DHX15 Is a Coreceptor for RLR Signaling That Promotes Antiviral Defense Against RNA Virus Infection

  • Sowmya Pattabhi
  • , Megan L. Knoll
  • , Michael Gale
  • , Yueh Ming Loo

Research output: Contribution to journalArticlepeer-review

49 Scopus citations

Abstract

RNA helicases play an important role in the response to microbial infection. Retinoic acid inducible gene-I (RIG-I) and members of the RIG-I-like receptor (RLR) family of helicases function as cytoplasmic pattern recognition receptors (PRRs) whose actions are essential for recognition of RNA viruses. RIG-I association with pathogen-associated molecular patterns (PAMPs) within viral RNA leads to its activation and signaling via the mitochondrial antiviral signaling (MAVS) adapter protein. This interaction mediates downstream signaling events that drive the innate immune response to virus infection. Here we identify the DEAH-box RNA helicase DHX15 as a RLR binding partner and signaling cofactor.

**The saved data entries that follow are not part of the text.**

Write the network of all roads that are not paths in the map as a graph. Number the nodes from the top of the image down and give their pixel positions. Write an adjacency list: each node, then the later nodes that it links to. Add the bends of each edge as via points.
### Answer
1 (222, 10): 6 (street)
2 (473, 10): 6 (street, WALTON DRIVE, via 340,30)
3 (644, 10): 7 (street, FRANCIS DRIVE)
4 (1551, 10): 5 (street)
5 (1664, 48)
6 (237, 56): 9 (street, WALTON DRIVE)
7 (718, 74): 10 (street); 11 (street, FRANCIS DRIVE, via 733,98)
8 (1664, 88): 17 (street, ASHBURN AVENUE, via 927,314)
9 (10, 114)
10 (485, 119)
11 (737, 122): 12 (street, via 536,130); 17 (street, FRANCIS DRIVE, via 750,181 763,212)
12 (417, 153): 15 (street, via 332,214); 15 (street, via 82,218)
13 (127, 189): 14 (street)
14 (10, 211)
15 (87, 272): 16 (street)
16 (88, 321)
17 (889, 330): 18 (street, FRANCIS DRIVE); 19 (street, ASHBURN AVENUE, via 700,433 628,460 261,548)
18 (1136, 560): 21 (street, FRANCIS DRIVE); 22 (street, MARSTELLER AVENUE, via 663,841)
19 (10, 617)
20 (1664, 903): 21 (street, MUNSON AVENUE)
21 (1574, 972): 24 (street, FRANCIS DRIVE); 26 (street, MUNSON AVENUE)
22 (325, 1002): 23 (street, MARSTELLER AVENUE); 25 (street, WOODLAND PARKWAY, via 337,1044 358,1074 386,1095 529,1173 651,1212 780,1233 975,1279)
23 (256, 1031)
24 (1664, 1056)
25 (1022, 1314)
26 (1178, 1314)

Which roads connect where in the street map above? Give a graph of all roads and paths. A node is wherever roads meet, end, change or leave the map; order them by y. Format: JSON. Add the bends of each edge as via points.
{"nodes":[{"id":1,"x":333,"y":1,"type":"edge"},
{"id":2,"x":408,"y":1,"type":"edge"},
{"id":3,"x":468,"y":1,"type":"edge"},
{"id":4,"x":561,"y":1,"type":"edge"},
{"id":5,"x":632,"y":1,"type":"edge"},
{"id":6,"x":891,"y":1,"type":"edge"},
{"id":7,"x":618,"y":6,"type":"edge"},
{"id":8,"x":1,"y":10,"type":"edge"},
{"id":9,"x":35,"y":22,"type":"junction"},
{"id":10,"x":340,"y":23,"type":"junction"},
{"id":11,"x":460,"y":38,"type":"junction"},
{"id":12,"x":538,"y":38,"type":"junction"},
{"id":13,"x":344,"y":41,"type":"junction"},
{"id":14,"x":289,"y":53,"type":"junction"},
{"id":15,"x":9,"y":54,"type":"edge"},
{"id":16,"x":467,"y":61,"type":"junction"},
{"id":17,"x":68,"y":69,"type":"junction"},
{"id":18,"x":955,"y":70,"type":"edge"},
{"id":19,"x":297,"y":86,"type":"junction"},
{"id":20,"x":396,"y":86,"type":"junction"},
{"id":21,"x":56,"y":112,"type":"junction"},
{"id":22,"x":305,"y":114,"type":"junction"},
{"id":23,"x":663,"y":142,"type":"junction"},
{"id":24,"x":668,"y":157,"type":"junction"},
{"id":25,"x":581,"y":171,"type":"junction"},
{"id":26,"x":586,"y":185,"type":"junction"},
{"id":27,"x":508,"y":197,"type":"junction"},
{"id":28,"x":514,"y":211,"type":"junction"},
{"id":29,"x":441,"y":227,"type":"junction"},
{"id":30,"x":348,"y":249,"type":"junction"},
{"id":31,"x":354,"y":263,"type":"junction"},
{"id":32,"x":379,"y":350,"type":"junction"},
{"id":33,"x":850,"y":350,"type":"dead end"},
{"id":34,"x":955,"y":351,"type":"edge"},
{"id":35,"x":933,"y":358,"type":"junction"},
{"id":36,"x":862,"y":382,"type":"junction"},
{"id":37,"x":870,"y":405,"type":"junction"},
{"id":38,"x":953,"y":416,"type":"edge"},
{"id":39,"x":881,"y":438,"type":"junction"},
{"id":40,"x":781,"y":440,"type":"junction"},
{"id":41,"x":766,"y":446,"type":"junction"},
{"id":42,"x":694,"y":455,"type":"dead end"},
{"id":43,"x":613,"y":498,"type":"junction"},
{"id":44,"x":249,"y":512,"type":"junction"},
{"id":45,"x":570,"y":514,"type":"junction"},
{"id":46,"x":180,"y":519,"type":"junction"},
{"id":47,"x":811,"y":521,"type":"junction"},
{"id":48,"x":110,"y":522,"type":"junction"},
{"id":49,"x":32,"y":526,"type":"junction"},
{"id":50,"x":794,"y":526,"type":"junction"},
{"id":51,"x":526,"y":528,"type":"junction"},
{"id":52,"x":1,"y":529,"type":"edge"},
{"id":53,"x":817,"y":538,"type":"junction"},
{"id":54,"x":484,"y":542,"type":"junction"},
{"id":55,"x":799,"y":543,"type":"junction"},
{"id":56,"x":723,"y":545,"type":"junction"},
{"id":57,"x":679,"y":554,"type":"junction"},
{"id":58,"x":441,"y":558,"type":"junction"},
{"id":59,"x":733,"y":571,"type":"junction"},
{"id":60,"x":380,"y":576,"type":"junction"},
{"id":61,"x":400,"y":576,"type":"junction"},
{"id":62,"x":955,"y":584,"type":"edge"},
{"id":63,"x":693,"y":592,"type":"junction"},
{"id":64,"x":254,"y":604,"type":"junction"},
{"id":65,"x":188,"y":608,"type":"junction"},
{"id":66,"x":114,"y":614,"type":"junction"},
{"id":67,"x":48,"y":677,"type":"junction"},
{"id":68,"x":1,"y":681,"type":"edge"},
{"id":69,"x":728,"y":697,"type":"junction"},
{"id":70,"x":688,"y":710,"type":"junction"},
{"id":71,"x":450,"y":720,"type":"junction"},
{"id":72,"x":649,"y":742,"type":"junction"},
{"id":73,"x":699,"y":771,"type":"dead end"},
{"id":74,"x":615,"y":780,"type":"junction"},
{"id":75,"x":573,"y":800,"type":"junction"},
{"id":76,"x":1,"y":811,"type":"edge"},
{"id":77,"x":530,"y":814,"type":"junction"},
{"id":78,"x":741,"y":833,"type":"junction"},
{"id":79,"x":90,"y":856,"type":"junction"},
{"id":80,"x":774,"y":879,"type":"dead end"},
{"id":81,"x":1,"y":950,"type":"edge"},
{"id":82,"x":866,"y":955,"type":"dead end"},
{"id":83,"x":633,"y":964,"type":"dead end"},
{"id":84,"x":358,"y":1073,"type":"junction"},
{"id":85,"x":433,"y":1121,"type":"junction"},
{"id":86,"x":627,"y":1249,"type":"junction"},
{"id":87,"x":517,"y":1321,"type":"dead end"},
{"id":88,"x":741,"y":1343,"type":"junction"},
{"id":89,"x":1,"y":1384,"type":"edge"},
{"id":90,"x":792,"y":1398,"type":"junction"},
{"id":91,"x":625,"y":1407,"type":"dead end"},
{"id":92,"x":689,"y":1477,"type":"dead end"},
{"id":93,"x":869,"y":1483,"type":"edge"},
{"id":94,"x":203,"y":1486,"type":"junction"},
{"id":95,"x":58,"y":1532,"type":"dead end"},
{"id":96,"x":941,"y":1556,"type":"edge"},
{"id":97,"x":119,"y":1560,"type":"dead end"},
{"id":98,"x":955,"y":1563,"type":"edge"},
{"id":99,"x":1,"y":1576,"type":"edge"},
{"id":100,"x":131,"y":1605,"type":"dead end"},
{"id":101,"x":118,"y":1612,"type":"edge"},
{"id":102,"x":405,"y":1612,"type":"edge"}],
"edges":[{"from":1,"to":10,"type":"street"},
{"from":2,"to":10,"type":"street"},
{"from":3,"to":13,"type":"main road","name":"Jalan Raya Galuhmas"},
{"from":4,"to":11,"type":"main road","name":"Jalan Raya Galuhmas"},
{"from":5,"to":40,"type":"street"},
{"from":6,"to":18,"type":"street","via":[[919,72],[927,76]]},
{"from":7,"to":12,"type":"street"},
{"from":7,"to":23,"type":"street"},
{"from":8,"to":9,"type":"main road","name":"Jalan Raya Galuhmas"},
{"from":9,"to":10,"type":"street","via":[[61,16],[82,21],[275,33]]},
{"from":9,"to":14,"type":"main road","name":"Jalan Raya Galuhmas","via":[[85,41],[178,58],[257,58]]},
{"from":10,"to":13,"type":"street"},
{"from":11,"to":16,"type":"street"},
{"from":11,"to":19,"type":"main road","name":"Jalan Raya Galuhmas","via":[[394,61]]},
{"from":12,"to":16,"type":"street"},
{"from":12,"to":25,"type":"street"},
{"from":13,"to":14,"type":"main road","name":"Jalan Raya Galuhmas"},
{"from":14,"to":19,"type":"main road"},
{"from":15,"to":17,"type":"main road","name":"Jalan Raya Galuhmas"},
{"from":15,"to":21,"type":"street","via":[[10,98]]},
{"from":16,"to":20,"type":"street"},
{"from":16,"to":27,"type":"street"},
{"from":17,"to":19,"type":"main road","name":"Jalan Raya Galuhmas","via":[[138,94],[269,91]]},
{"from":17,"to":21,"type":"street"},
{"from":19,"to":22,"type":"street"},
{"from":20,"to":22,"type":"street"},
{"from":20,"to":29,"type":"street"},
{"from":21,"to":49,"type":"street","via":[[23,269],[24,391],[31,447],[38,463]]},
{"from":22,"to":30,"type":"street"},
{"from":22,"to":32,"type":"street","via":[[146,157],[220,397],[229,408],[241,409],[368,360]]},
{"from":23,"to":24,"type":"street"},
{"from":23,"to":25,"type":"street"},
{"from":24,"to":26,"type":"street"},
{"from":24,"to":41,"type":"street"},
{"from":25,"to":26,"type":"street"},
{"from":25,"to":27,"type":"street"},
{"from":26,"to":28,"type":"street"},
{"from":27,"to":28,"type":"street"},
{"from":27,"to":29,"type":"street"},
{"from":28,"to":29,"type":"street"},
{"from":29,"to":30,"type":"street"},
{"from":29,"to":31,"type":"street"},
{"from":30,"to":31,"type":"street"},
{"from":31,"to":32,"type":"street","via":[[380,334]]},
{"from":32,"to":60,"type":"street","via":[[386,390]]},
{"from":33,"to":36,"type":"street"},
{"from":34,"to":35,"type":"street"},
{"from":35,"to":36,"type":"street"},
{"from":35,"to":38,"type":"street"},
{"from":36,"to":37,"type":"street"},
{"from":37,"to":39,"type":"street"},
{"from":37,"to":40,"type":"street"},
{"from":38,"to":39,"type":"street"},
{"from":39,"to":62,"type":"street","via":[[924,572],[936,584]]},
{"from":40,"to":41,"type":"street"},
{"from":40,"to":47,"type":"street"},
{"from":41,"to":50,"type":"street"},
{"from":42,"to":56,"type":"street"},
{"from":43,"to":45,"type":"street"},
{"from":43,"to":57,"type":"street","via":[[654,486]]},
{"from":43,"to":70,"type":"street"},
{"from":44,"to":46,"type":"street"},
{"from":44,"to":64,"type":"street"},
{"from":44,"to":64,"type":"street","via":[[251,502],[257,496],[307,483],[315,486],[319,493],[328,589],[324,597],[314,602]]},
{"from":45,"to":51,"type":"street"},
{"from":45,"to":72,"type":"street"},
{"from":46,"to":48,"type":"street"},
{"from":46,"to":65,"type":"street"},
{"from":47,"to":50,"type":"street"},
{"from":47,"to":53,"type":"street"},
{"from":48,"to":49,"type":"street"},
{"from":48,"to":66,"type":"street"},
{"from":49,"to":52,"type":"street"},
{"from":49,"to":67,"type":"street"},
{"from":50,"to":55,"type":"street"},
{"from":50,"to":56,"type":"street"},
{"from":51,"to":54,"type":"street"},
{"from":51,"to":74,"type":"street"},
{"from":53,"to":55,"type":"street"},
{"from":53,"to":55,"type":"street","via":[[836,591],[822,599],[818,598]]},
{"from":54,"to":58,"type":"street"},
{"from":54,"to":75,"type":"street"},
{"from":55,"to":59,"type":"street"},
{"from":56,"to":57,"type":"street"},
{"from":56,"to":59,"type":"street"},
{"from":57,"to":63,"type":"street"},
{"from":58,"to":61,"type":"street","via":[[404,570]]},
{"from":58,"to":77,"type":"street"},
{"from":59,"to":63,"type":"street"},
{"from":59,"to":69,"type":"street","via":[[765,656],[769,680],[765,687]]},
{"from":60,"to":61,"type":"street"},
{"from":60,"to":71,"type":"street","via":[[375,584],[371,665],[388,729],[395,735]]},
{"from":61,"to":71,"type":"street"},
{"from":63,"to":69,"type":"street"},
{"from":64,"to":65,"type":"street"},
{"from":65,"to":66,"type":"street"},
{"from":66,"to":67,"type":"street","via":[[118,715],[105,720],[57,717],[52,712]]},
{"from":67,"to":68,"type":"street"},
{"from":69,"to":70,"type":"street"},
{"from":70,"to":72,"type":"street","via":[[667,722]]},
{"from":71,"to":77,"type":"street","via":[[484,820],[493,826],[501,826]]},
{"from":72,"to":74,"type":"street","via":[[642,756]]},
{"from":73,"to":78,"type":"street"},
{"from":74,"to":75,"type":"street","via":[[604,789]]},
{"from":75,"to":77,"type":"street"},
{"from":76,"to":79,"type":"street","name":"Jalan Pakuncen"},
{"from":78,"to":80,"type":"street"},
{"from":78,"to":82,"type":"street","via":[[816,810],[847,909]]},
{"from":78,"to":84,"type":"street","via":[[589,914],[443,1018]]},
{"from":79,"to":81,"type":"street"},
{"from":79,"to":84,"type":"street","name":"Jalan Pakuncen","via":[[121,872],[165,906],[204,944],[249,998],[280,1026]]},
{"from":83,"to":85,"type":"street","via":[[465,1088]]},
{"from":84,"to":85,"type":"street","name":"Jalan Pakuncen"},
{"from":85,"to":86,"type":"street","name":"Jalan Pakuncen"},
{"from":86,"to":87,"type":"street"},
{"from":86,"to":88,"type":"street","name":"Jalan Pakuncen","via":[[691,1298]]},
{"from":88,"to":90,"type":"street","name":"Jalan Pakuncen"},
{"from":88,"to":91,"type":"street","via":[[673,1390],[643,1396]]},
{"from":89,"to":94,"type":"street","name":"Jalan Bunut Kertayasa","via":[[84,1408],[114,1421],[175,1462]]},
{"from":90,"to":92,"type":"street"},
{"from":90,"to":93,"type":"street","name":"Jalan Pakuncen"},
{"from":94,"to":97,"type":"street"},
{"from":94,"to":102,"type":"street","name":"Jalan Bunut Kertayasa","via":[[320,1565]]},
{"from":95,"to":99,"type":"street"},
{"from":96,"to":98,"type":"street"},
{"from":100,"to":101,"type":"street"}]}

In human cells, DHX15 is required for virus-induced RLR signaling of innate immune gene expression. Knockdown of DHX15 increased susceptibility to infection by RNA viruses of diverse genera, including Paramyxoviridae, Rhabdoviridae, and Picornaviridae. DHX15 associates with RIG-I caspase activation and recruitment domains (CARDs) through its amino terminus, in which the complex is recruited to MAVS on virus infection. Importantly, although DHX15 cannot substitute for RIG-I in innate immune signaling, DHX15 selectively binds PAMP RNA to promote RIG-I ATP hydrolysis and signaling activation in response to viral RNA. Our results define DHX15 as a coreceptor required for RLR innate immune responses to control RNA virus infection.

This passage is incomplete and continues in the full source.